Goal of the exercise
Only a number is wanted here. Tally the lines of the data that contain "named".

Segment Start: Information given

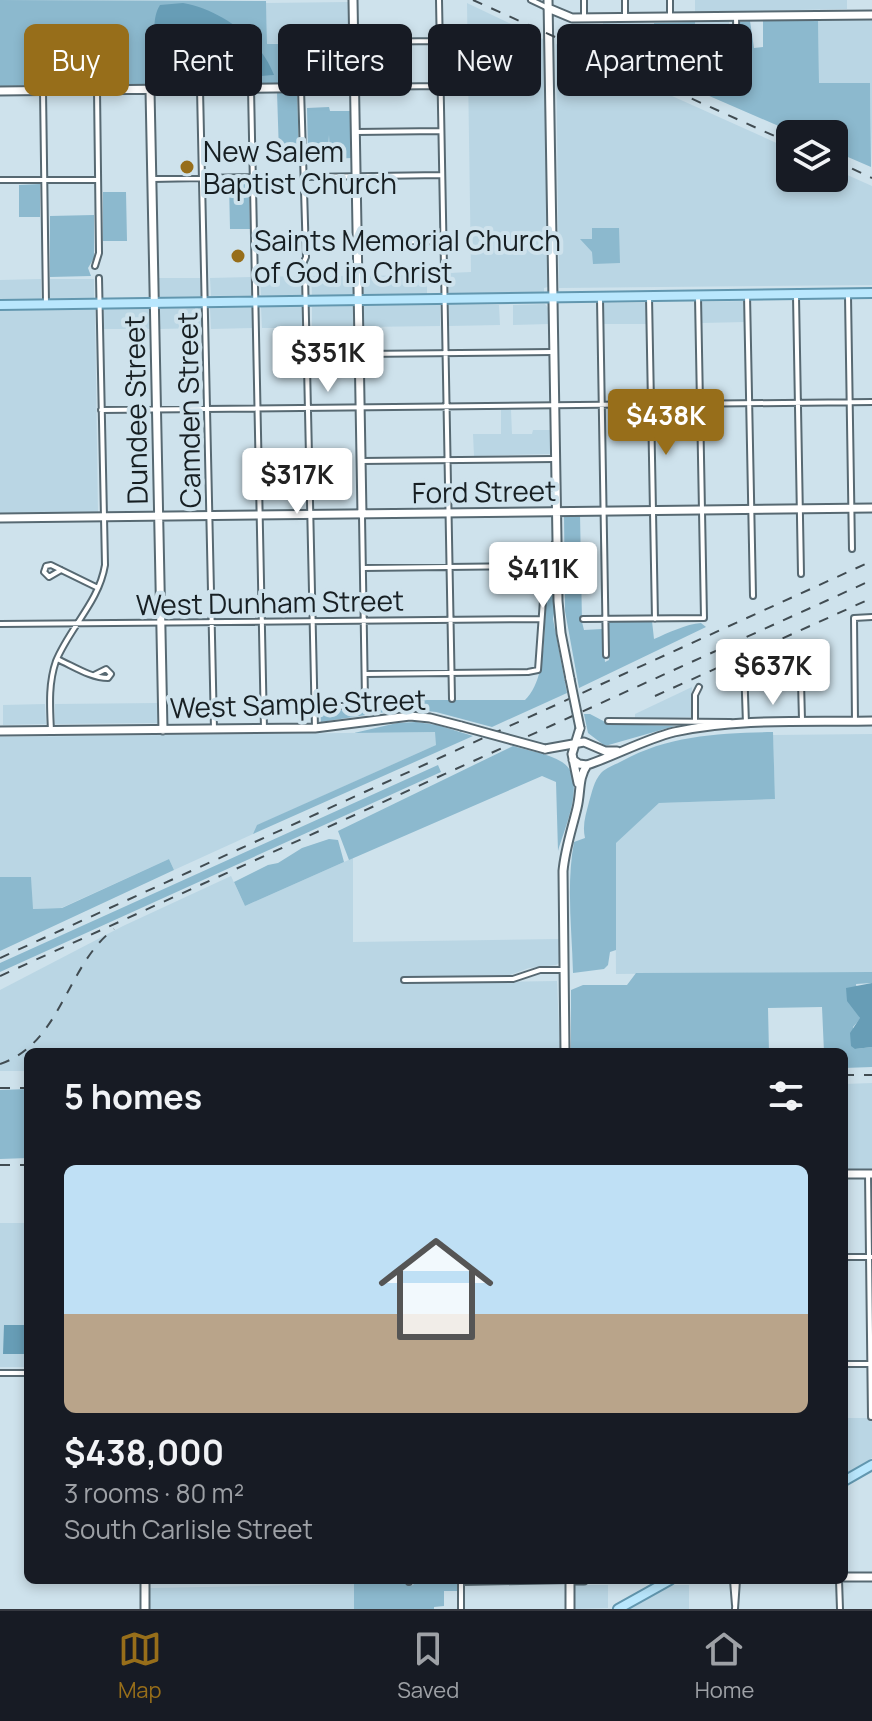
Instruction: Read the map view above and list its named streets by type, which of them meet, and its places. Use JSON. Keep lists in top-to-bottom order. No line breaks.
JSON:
{"streets":{"street":["Dundee Street","Camden Street","Ford Street","West Dunham Street","West Sample Street"]},"crossings":[["Dundee Street","Ford Street"],["Dundee Street","West Dunham Street"],["Dundee Street","West Sample Street"],["Camden Street","Ford Street"],["Camden Street","West Dunham Street"],["Camden Street","West Sample Street"]],"places":["New Salem Baptist Church","Saints Memorial Church of God in Christ"],"page":{"chip":["Buy","Rent","Filters","New","Apartment"],"price":["$351K","$438K","$317K","$411K","$637K"],"heading":"5 homes","list":[{"name":"$438,000","note":"3 rooms · 80 m² · South Carlisle Street"}],"tabs":["Map","Saved","Home"]}}
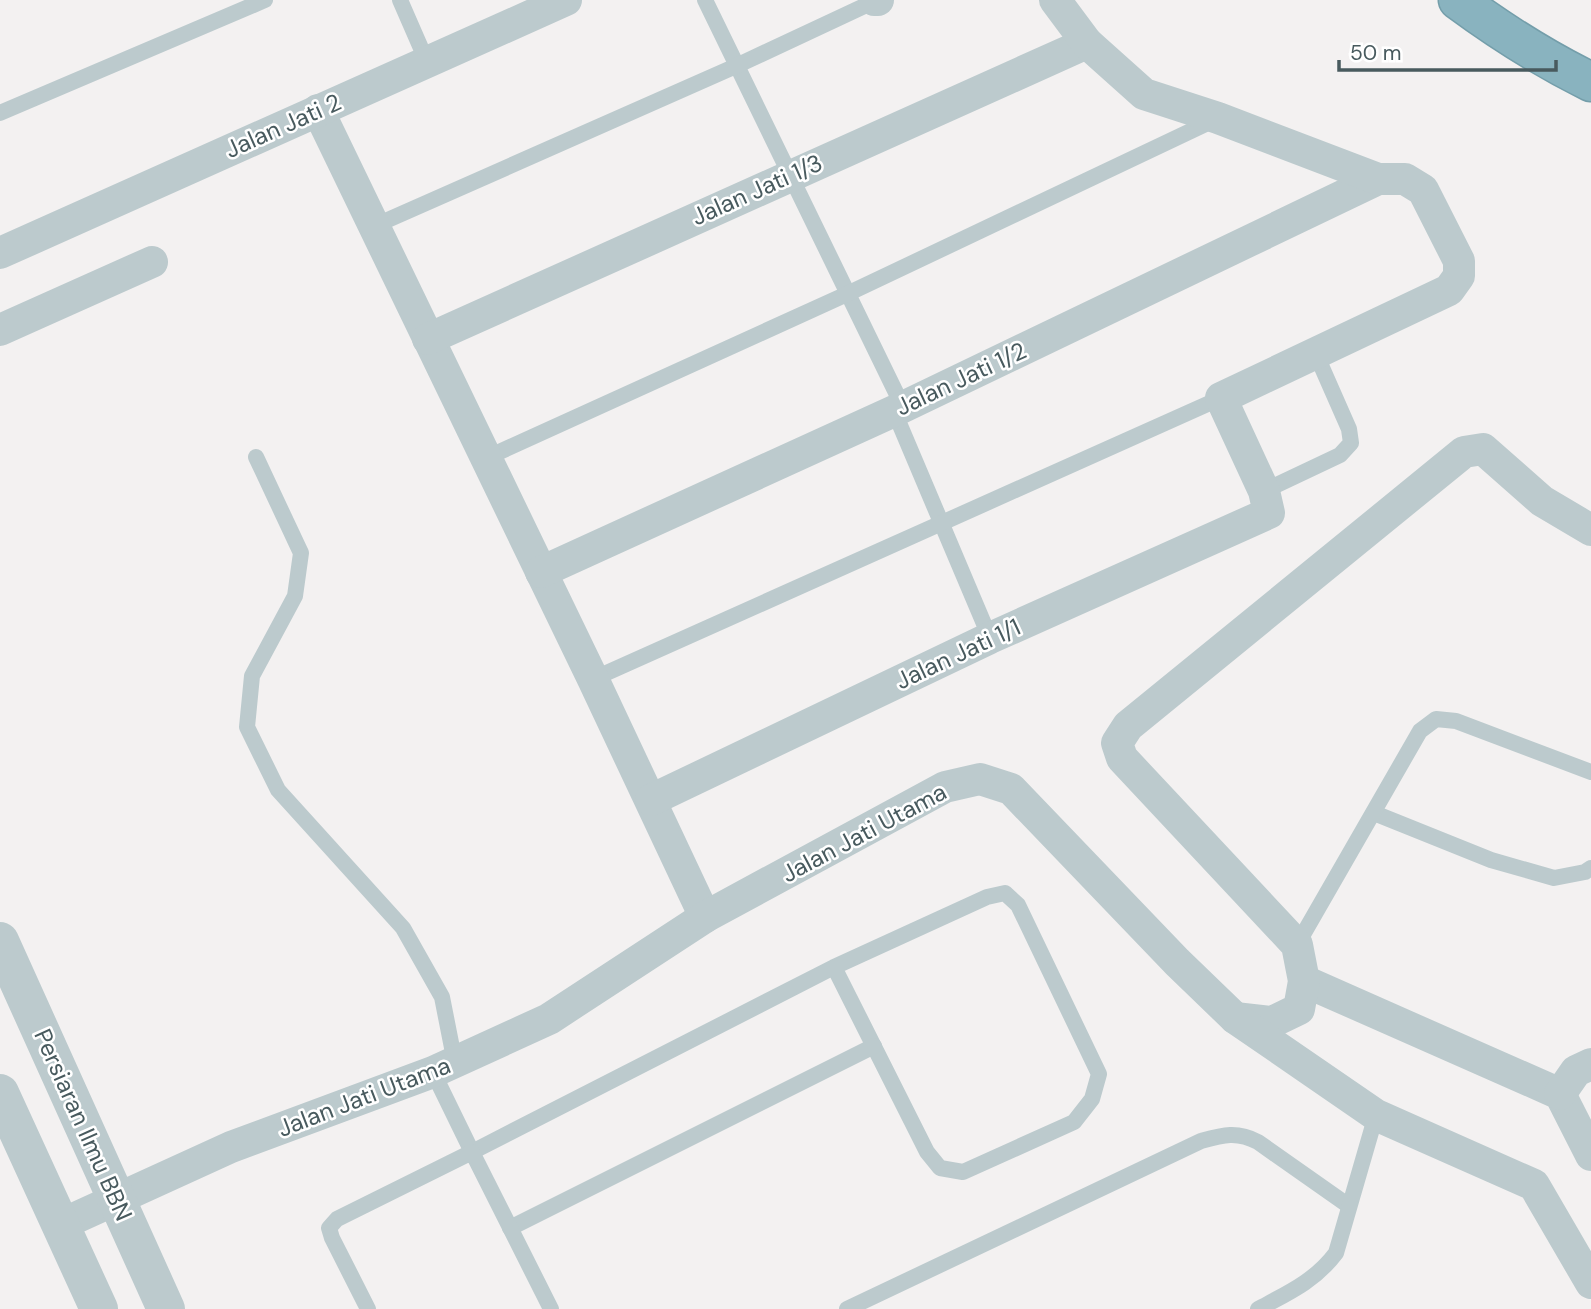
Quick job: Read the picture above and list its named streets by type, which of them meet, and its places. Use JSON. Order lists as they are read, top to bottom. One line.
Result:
{"streets":{"street":["Jalan Jati 2","Jalan Jati 1/3","Jalan Jati 1/2","Jalan Jati 1/1","Jalan Jati Utama","Persiaran Ilmu BBN"]},"crossings":[["Jalan Jati Utama","Persiaran Ilmu BBN"]],"scale_bar":"50 m"}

Segment End: Information given

Output of the exercise
2